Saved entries
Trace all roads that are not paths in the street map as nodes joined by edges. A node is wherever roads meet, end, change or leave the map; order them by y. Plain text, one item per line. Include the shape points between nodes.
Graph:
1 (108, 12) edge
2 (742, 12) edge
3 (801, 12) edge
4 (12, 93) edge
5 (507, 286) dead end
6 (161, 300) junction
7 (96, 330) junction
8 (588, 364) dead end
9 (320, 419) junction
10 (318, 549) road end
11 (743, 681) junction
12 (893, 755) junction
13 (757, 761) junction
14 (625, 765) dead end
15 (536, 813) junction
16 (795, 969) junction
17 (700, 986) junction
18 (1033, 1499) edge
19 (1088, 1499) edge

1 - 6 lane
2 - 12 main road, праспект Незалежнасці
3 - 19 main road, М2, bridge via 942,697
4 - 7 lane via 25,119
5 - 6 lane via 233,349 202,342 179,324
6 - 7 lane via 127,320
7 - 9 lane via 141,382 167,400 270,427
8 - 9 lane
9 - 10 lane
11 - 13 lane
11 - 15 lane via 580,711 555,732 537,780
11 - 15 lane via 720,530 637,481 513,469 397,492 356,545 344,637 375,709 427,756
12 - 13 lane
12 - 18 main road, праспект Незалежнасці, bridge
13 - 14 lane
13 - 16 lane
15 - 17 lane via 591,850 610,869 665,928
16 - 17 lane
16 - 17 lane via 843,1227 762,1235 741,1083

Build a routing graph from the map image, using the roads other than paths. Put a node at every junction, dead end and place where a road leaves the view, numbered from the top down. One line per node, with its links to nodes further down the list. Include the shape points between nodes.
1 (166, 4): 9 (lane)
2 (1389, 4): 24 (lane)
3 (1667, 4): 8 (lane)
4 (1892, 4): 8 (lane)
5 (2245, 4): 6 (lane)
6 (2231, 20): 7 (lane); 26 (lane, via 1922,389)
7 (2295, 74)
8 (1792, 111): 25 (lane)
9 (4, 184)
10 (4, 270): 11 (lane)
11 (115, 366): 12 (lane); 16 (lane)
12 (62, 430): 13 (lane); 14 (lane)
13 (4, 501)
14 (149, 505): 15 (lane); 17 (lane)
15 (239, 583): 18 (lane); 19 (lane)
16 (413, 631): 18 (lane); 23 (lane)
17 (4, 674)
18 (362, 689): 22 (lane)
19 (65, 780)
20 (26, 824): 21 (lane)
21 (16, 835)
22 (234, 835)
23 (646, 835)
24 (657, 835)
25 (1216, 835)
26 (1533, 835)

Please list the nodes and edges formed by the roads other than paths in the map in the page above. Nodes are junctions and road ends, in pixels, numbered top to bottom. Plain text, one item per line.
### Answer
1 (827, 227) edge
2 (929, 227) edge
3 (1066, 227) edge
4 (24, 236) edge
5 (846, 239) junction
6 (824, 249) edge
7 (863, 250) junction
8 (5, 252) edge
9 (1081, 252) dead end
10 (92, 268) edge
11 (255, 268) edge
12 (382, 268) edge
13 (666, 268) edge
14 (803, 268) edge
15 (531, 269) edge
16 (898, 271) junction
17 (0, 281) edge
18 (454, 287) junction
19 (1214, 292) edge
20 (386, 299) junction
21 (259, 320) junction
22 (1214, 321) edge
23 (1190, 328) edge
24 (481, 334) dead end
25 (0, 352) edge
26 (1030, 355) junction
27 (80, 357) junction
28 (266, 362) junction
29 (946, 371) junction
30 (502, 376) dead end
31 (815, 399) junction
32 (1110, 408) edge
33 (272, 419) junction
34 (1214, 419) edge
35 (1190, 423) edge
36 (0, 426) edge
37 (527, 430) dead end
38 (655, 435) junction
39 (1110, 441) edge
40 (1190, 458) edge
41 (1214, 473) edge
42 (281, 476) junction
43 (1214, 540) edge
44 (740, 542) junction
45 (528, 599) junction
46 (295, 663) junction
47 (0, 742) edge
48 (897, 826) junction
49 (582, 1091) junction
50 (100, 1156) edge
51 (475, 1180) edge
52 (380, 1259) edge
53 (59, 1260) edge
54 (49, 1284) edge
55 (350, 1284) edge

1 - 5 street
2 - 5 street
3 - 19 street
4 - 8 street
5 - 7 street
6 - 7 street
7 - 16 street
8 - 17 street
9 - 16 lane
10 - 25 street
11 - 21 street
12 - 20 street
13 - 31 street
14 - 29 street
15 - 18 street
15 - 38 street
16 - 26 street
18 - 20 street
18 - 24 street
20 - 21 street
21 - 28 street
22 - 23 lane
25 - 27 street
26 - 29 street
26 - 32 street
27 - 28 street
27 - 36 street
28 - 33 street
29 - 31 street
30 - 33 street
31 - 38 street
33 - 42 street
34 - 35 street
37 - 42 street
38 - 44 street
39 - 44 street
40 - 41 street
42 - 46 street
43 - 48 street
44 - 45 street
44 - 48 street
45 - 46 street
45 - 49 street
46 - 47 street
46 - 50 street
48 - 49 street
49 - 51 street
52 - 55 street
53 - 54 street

Brief:
All records above must be set down exactly, please.

Solution below:
Trace all roads that are not paths in the street map as nodes joined by edges. A node is wherever roads meet, end, change or leave the map; order them by y. Plain text, one item per line. Include the shape points between nodes.
Graph:
1 (108, 12) edge
2 (742, 12) edge
3 (801, 12) edge
4 (12, 93) edge
5 (507, 286) dead end
6 (161, 300) junction
7 (96, 330) junction
8 (588, 364) dead end
9 (320, 419) junction
10 (318, 549) road end
11 (743, 681) junction
12 (893, 755) junction
13 (757, 761) junction
14 (625, 765) dead end
15 (536, 813) junction
16 (795, 969) junction
17 (700, 986) junction
18 (1033, 1499) edge
19 (1088, 1499) edge

1 - 6 lane
2 - 12 main road, праспект Незалежнасці
3 - 19 main road, М2, bridge via 942,697
4 - 7 lane via 25,119
5 - 6 lane via 233,349 202,342 179,324
6 - 7 lane via 127,320
7 - 9 lane via 141,382 167,400 270,427
8 - 9 lane
9 - 10 lane
11 - 13 lane
11 - 15 lane via 580,711 555,732 537,780
11 - 15 lane via 720,530 637,481 513,469 397,492 356,545 344,637 375,709 427,756
12 - 13 lane
12 - 18 main road, праспект Незалежнасці, bridge
13 - 14 lane
13 - 16 lane
15 - 17 lane via 591,850 610,869 665,928
16 - 17 lane
16 - 17 lane via 843,1227 762,1235 741,1083

Build a routing graph from the map image, using the roads other than paths. Put a node at every junction, dead end and place where a road leaves the view, numbered from the top down. One line per node, with its links to nodes further down the list. Include the shape points between nodes.
1 (166, 4): 9 (lane)
2 (1389, 4): 24 (lane)
3 (1667, 4): 8 (lane)
4 (1892, 4): 8 (lane)
5 (2245, 4): 6 (lane)
6 (2231, 20): 7 (lane); 26 (lane, via 1922,389)
7 (2295, 74)
8 (1792, 111): 25 (lane)
9 (4, 184)
10 (4, 270): 11 (lane)
11 (115, 366): 12 (lane); 16 (lane)
12 (62, 430): 13 (lane); 14 (lane)
13 (4, 501)
14 (149, 505): 15 (lane); 17 (lane)
15 (239, 583): 18 (lane); 19 (lane)
16 (413, 631): 18 (lane); 23 (lane)
17 (4, 674)
18 (362, 689): 22 (lane)
19 (65, 780)
20 (26, 824): 21 (lane)
21 (16, 835)
22 (234, 835)
23 (646, 835)
24 (657, 835)
25 (1216, 835)
26 (1533, 835)

Please list the nodes and edges formed by the roads other than paths in the map in the page above. Nodes are junctions and road ends, in pixels, numbered top to bottom. Plain text, one item per line.
### Answer
1 (827, 227) edge
2 (929, 227) edge
3 (1066, 227) edge
4 (24, 236) edge
5 (846, 239) junction
6 (824, 249) edge
7 (863, 250) junction
8 (5, 252) edge
9 (1081, 252) dead end
10 (92, 268) edge
11 (255, 268) edge
12 (382, 268) edge
13 (666, 268) edge
14 (803, 268) edge
15 (531, 269) edge
16 (898, 271) junction
17 (0, 281) edge
18 (454, 287) junction
19 (1214, 292) edge
20 (386, 299) junction
21 (259, 320) junction
22 (1214, 321) edge
23 (1190, 328) edge
24 (481, 334) dead end
25 (0, 352) edge
26 (1030, 355) junction
27 (80, 357) junction
28 (266, 362) junction
29 (946, 371) junction
30 (502, 376) dead end
31 (815, 399) junction
32 (1110, 408) edge
33 (272, 419) junction
34 (1214, 419) edge
35 (1190, 423) edge
36 (0, 426) edge
37 (527, 430) dead end
38 (655, 435) junction
39 (1110, 441) edge
40 (1190, 458) edge
41 (1214, 473) edge
42 (281, 476) junction
43 (1214, 540) edge
44 (740, 542) junction
45 (528, 599) junction
46 (295, 663) junction
47 (0, 742) edge
48 (897, 826) junction
49 (582, 1091) junction
50 (100, 1156) edge
51 (475, 1180) edge
52 (380, 1259) edge
53 (59, 1260) edge
54 (49, 1284) edge
55 (350, 1284) edge

1 - 5 street
2 - 5 street
3 - 19 street
4 - 8 street
5 - 7 street
6 - 7 street
7 - 16 street
8 - 17 street
9 - 16 lane
10 - 25 street
11 - 21 street
12 - 20 street
13 - 31 street
14 - 29 street
15 - 18 street
15 - 38 street
16 - 26 street
18 - 20 street
18 - 24 street
20 - 21 street
21 - 28 street
22 - 23 lane
25 - 27 street
26 - 29 street
26 - 32 street
27 - 28 street
27 - 36 street
28 - 33 street
29 - 31 street
30 - 33 street
31 - 38 street
33 - 42 street
34 - 35 street
37 - 42 street
38 - 44 street
39 - 44 street
40 - 41 street
42 - 46 street
43 - 48 street
44 - 45 street
44 - 48 street
45 - 46 street
45 - 49 street
46 - 47 street
46 - 50 street
48 - 49 street
49 - 51 street
52 - 55 street
53 - 54 street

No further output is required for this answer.